The Jubilee 2000 campaign serves to underscore the importance of how a campaign is framed. This example illustrates the possible costs of failing to deploy frames that could have come to underpin widespread support for systemic approaches to tackling debt.
The campaign split over whether debt should be framed as ‘unpayable’ or as ‘illegitimate’. Framed as ‘unpayable’, the campaign tended to reinforce the elite governance frame: Northern governments had lent money to the South, and it was their right to cancel this debt. Framed as ‘illegitimate’, the debt was seen as having been accrued through deals between government elites; it was neither in the interests of the poor that the debt was taken on, nor was it accrued with their consent. This approach rejected the elite governance frame, and argued, in applying a participative democracy frame, that the debt was illegitimate.
Over 21 million people from 155 countries had signed the Jubilee 2000 petition bythe time it was submitted to the UN Millennium Summit in 2000. This was a very impressive campaigning feat, especially on an issue like debt, which is more global and abstract than issues such as children’s rights or species extinction.
By 2000, rich countries had promised to write off US$110bn of debt, 20 countries were promised some debt relief, and the campaign disbanded – as it had promised to do. But the campaign itself acknowledged that the success was only partial, both because the “debt relief so far agreed will only provide an average 30 per cent cut in repayments for the countries concerned” (Jubliee 2000 Coalition, 2000:3), and because this debt relief came with strings attached: governments were obliged to sign up to specific policy pledges in order to be granted debt cancellation.
Several Southern movements had for some time requested that the Jubilee 2000 campaign move beyond its argument that debts were ‘unpayable’. They wanted to challenge the legitimacy of the system that leads to debt creation in the first place. They argued that Northern governments must acknowledge their partial blame for promoting loans for strategic or commercial gain, via institutions that they controlled. If debt cancellation announcements ignored this issue it could jeopardise public perception of debt relief in the South. It would also fail to capitalise on the opportunity that the campaign offered to insist that future debts must be contracted in the interest of Southern people, and with their consent.
However Jubilee 2000 wanted “disciplined support for our principled position on the cancellation of the unpayable debts of the poorest countries”. This approach aimed to unify diverse groups and make it easier to approach the G8, IMF and other powerful bodies. This refusal to challenge the system that led to the debt created tension within the campaign. Ultimately, some Southern groups split away and ran their campaign under the banner of Jubilee South. Jubilee South mobilised under the slogan ‘don’t owe, won’t pay’ and aimed to reframe debt as illegitimate, but few Northern campaigners chose to follow this approach.

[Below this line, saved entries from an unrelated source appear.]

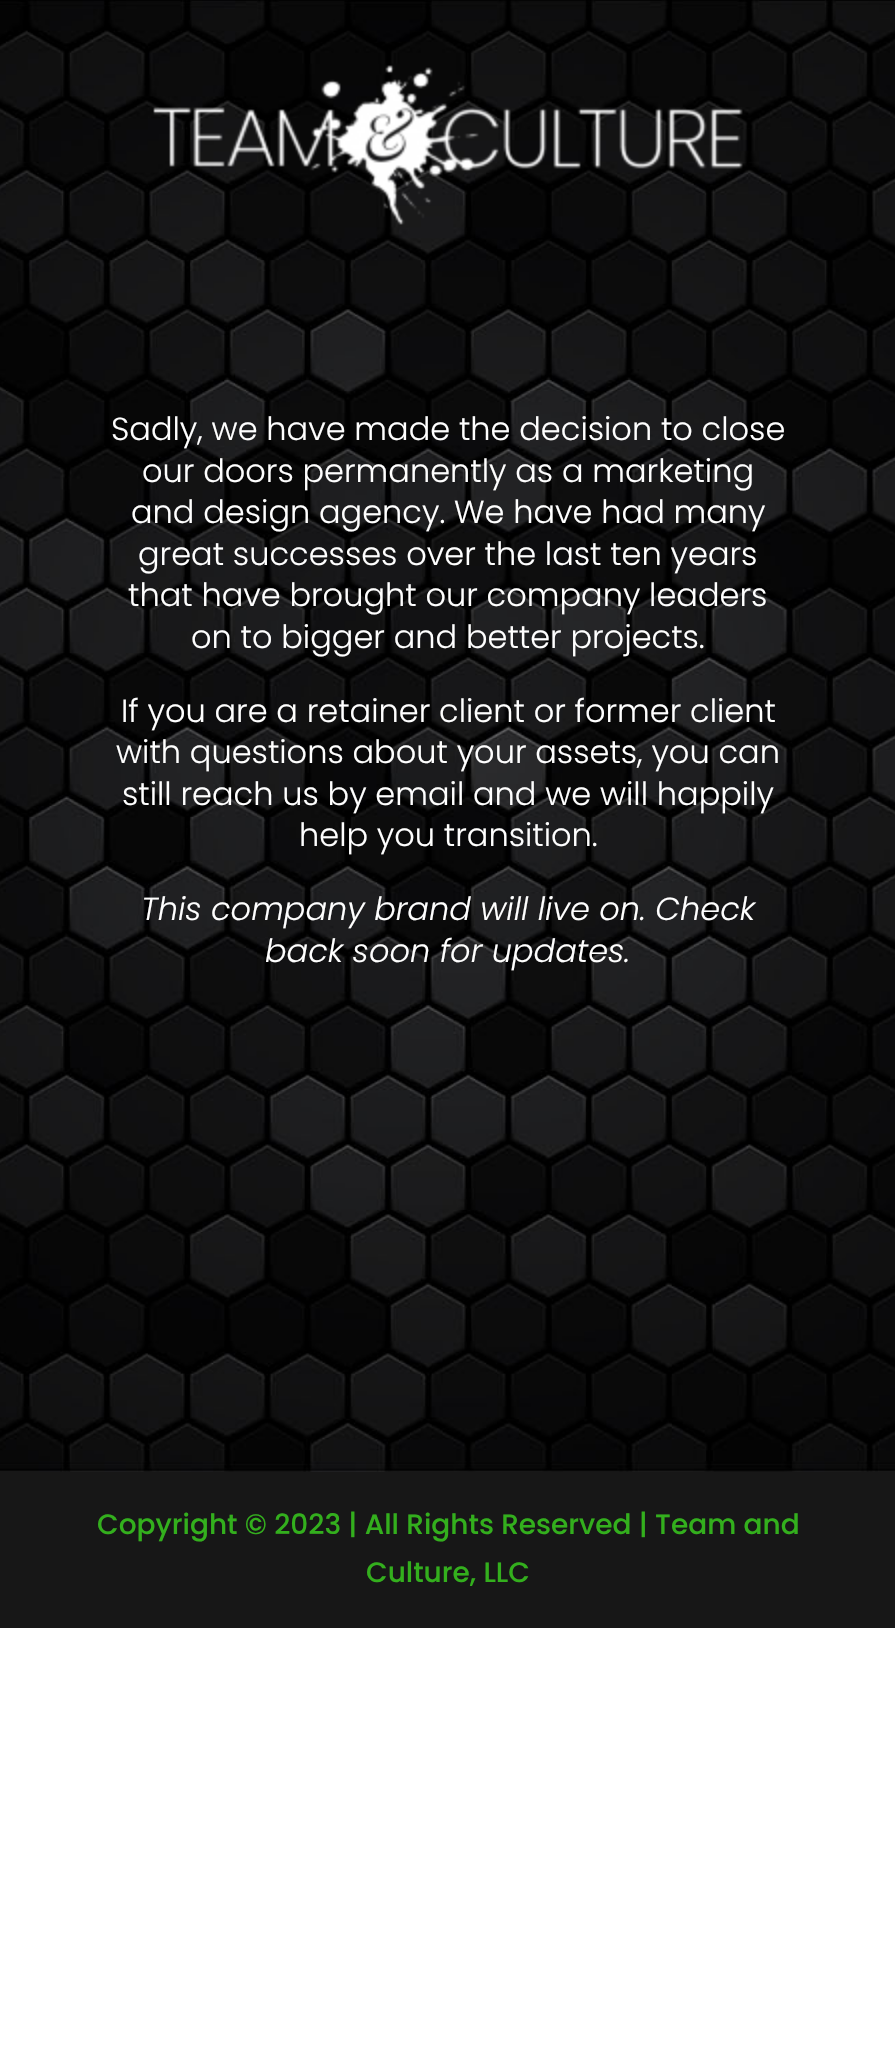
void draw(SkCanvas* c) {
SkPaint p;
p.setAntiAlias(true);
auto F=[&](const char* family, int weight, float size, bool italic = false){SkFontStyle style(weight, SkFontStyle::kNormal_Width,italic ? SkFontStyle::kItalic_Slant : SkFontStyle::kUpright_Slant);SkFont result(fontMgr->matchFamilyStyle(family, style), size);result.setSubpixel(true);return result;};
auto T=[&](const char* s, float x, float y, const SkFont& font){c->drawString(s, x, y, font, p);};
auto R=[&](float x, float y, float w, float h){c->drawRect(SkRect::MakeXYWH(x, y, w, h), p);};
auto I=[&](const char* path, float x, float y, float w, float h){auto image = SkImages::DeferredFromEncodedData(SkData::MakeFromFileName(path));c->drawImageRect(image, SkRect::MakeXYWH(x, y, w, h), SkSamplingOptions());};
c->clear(0xffffffff);
I("1.png",0,0,895,1472);
I("2.png",153,65,590,160);
auto f1 = F("Poppins",300,32);
p.setColor(0xffffffff);
T("Sadly, we have made the decision to close",111,440,f1);
T("our doors permanently as a marketing",142,482,f1);
T("and design agency. We have had many",131,523,f1);
T("great successes over the last ten years",138,565,f1);
T("that have brought our company leaders",128,606,f1);
T("on to bigger and better projects.",191,648,f1);
T("If you are a retainer client or former client",121,722,f1);
T("with questions about your assets, you can",116,763,f1);
T("still reach us by email and we will happily",122,805,f1);
T("help you transition.",299,846,f1);
auto f2 = F("Poppins",300,32,true);
T("This company brand will live on. Check",141,920,f2);
T("back soon for updates.",265,962,f2);
p.setColor(0xff171717);
R(0,1472,895,156);
auto f3 = F("Poppins",500,28);
p.setColor(0xff33af1d);
T("Copyright © 2023 | All Rights Reserved | Team and",97,1534,f3);
T("Culture, LLC",366,1582,f3);
}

Of course, we cannot know what would have happened if more Northern campaigners had adopted the position of Jubilee South. But Jubilee 2000’s own self-assessment recorded: “[O]ne of the most profound lessons from the Jubilee 2000 campaign is this: the unpayable debt will not be cancelled in full until we have changed the process whereby debt cancellation is agreed. Future campaigns,therefore, will have to tackle the deep structural injustices of international financial relationships” (Jubilee 2000 Coalition, 2000:7).
It is informative to look at what happened where Northern campaigners campaigned on the basis of these structural injustices. For example, Norwegian campaigners responded to the call of Jubilee South, and ran a ‘dictator debt ’public campaign, which drew attention to loans that had been provided to rulers known to be illegitimate, for purposes other than development. They also highlighted how their government had used export credits to bail out Norway’s shipping industry, selling ships to be used in conditions for which they were not at all suited and often soon broke down. The approach adopted by these campaigners was vindicated. After years of public campaigning and advocacy the Norwegian government agreed to cancel the remaining shipping debts of five countries. It did this unilaterally and unconditionally, accepting “co-responsibility” for what it admitted had been “a development policy failure” (Eurodad, 2006: 2).
The Jubilee 2000 campaign had many successes. But it accepted, and therefore risked reinforcing, prevailing assumptions in order to build political traction for its specific campaign objectives. It side-stepped the larger challenge of framing its work as part of an effort to change the official discourse on debt, and to transform economic structures and power relations. It left the South-North debt movement divided, compromising efforts to monitor debt cancellation and to prevent the subsequent bad lending that is leaving some countries as indebted as they were 15 years ago.